§ Try it: Output a faithful copy of the entries, every picture removed.

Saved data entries
┄┄┄┄┄┄┄┄┄┄

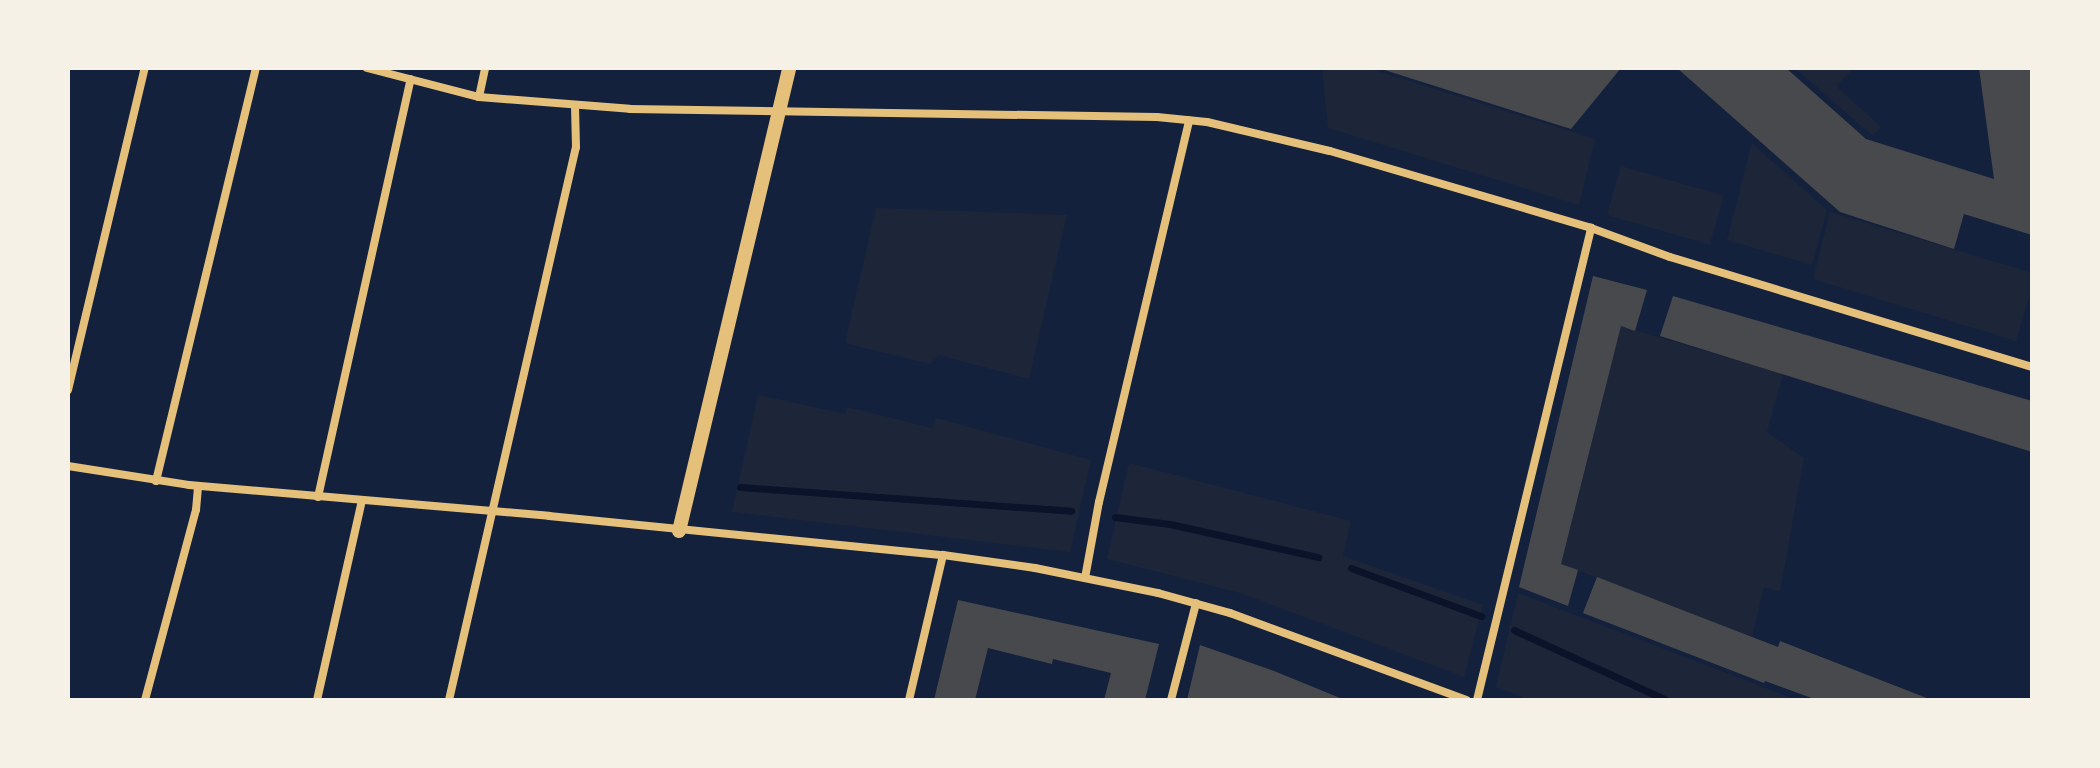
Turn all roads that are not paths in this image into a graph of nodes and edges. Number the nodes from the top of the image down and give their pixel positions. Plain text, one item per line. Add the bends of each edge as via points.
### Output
1 (145, 68) edge
2 (256, 68) edge
3 (367, 68) edge
4 (485, 68) edge
5 (789, 68) edge
6 (411, 79) junction
7 (479, 97) junction
8 (575, 105) junction
9 (778, 112) junction
10 (1189, 120) junction
11 (1591, 228) junction
12 (2032, 367) edge
13 (68, 390) edge
14 (68, 466) edge
15 (156, 481) junction
16 (198, 486) junction
17 (318, 497) junction
18 (362, 501) junction
19 (491, 512) junction
20 (679, 531) junction
21 (943, 555) junction
22 (1085, 578) junction
23 (1196, 603) junction
24 (145, 700) edge
25 (317, 700) edge
26 (449, 700) edge
27 (909, 700) edge
28 (1171, 700) edge
29 (1466, 700) edge
30 (1477, 700) edge

1 - 13 street
2 - 15 street
3 - 6 street
4 - 7 street
5 - 9 street
6 - 7 street
6 - 17 street
7 - 8 street
8 - 9 street
8 - 19 street via 576,147
9 - 10 street
9 - 20 street
10 - 11 street via 1330,151
10 - 22 street
11 - 12 street
11 - 30 street
14 - 15 street
15 - 16 street
16 - 17 street
16 - 24 street
17 - 18 street
18 - 19 street
18 - 25 street
19 - 20 street
19 - 26 street
20 - 21 street
21 - 22 street
21 - 27 street
22 - 23 street
23 - 28 street
23 - 29 street via 1289,632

┄┄┄┄┄┄┄┄┄┄

§ Exercise output:
Turn all roads that are not paths in this image into a graph of nodes and edges. Number the nodes from the top of the image down and give their pixel positions. Plain text, one item per line. Add the bends of each edge as via points.
### Output
1 (145, 68) edge
2 (256, 68) edge
3 (367, 68) edge
4 (485, 68) edge
5 (789, 68) edge
6 (411, 79) junction
7 (479, 97) junction
8 (575, 105) junction
9 (778, 112) junction
10 (1189, 120) junction
11 (1591, 228) junction
12 (2032, 367) edge
13 (68, 390) edge
14 (68, 466) edge
15 (156, 481) junction
16 (198, 486) junction
17 (318, 497) junction
18 (362, 501) junction
19 (491, 512) junction
20 (679, 531) junction
21 (943, 555) junction
22 (1085, 578) junction
23 (1196, 603) junction
24 (145, 700) edge
25 (317, 700) edge
26 (449, 700) edge
27 (909, 700) edge
28 (1171, 700) edge
29 (1466, 700) edge
30 (1477, 700) edge

1 - 13 street
2 - 15 street
3 - 6 street
4 - 7 street
5 - 9 street
6 - 7 street
6 - 17 street
7 - 8 street
8 - 9 street
8 - 19 street via 576,147
9 - 10 street
9 - 20 street
10 - 11 street via 1330,151
10 - 22 street
11 - 12 street
11 - 30 street
14 - 15 street
15 - 16 street
16 - 17 street
16 - 24 street
17 - 18 street
18 - 19 street
18 - 25 street
19 - 20 street
19 - 26 street
20 - 21 street
21 - 22 street
21 - 27 street
22 - 23 street
23 - 28 street
23 - 29 street via 1289,632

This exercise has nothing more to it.